Suardita pun menerangkan, saat ini pemerintah menerapkan tiga sistem pengaman dalam menjaga mutu rumah subsidi. Tiga sistem pengaman itu juga membuat penunjukan pengembang rumah subsidi lebih selektif. Ada tiga pengaman sistemnya dari Kementerian Pekerjaan Umum dan Perumahan Rakyat melalui Pusat Pengelolaan dana Pembiayaan Perumahan (PPDPP). Ada Sikumbang (Sistem Kumpulan Pengembang) yang dengan sistem ini, pengembang akan diseleksi. Kemudian ada SiKasep (Sistem Informasi KPR Subdisi Perumahan) khusus untuk pengelompokan ke konsumen. “Pada 2021 ini ada SiPetruk (Sistem Pemantauan Konstruksi), khusus untuk mengawasi kualitas bangunan yang dibangun oleh pengembang tersebut,” jelasnya.
Oleh karena itu, pengembang yang bisa membuat rumah bersubsidi sekarang diseleksi ketat, tidak seperti dulu yang terkesan bebas. “Ada punishment-nya kalau tidak bisa dijalankan,” imbuhnya.
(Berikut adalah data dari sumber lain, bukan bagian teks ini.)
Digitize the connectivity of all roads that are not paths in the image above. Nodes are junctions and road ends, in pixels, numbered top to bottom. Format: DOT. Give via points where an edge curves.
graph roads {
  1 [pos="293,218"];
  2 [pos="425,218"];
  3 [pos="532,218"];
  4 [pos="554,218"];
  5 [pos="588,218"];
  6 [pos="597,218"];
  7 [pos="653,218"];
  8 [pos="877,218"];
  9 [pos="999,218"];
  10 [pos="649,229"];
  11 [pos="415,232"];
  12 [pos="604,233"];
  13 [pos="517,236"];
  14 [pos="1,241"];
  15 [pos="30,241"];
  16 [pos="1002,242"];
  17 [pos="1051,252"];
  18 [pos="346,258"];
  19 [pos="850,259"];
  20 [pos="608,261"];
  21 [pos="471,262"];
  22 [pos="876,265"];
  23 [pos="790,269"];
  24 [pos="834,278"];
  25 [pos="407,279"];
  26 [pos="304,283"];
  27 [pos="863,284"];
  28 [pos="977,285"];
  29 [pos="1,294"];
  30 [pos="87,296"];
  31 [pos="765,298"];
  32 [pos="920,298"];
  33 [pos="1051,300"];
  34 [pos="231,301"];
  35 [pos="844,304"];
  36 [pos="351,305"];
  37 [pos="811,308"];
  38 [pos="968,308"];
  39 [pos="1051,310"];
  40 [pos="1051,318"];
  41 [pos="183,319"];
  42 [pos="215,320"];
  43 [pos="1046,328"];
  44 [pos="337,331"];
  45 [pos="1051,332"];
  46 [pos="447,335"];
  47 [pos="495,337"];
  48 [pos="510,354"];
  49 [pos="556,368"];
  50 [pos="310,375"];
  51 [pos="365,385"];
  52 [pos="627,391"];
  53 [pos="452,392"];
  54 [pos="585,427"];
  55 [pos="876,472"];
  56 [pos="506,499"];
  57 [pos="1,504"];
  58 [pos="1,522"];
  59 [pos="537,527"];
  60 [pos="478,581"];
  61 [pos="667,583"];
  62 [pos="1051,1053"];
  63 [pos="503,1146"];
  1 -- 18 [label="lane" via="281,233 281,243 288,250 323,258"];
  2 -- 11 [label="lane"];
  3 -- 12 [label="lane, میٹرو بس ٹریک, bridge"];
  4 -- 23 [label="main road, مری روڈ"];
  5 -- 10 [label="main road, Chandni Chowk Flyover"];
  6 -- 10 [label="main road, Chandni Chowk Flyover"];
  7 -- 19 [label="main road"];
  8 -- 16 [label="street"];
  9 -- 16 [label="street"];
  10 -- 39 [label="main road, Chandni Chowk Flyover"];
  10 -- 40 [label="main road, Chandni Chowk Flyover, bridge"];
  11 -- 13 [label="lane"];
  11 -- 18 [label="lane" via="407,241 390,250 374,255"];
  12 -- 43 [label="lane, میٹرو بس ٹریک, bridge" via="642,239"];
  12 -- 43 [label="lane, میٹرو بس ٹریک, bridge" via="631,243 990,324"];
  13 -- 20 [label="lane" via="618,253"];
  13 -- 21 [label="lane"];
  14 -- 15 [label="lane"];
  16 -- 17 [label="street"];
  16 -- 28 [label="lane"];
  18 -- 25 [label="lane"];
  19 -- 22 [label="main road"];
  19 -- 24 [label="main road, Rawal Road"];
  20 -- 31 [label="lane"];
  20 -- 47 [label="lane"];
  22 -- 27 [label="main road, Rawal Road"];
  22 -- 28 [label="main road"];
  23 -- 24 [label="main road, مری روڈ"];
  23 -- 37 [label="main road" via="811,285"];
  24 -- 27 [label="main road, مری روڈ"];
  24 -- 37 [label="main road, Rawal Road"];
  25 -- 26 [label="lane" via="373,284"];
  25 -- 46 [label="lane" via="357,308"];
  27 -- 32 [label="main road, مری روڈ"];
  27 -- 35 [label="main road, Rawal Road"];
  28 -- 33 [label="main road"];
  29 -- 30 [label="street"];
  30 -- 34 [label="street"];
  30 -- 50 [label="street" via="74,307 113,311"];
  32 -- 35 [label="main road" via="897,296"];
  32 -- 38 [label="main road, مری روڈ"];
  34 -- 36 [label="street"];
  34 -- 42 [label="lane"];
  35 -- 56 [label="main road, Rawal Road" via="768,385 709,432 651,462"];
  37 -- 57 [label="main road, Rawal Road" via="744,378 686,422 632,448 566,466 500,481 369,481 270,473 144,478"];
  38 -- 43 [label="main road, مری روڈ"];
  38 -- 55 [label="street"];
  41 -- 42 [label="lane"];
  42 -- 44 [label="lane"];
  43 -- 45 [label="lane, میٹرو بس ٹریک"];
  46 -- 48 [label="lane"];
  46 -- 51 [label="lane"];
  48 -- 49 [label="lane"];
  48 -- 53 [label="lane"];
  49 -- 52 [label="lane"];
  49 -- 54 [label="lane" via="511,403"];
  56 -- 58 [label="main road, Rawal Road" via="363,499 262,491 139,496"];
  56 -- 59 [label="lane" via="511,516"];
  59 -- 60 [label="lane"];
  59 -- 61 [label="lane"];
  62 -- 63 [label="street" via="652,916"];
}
Dia pun menyebutkan, di luar rumah subsidi pun masih menunjukkan ada perbaikan. Rumah komersial masih ada peminatnya. Peminat rumah komersial nonsubsidi karena sekarang bisa membeli properti di Bali dengan diskon yang cukup besar. Diskon yang diberikan pengembang rata-rata di angka 30 sampai 40 persen. Kebijakan potongan harga tak dipungkiri menjadi strategi pengembang untuk menjaga sirkulasi keuangan perusahaan.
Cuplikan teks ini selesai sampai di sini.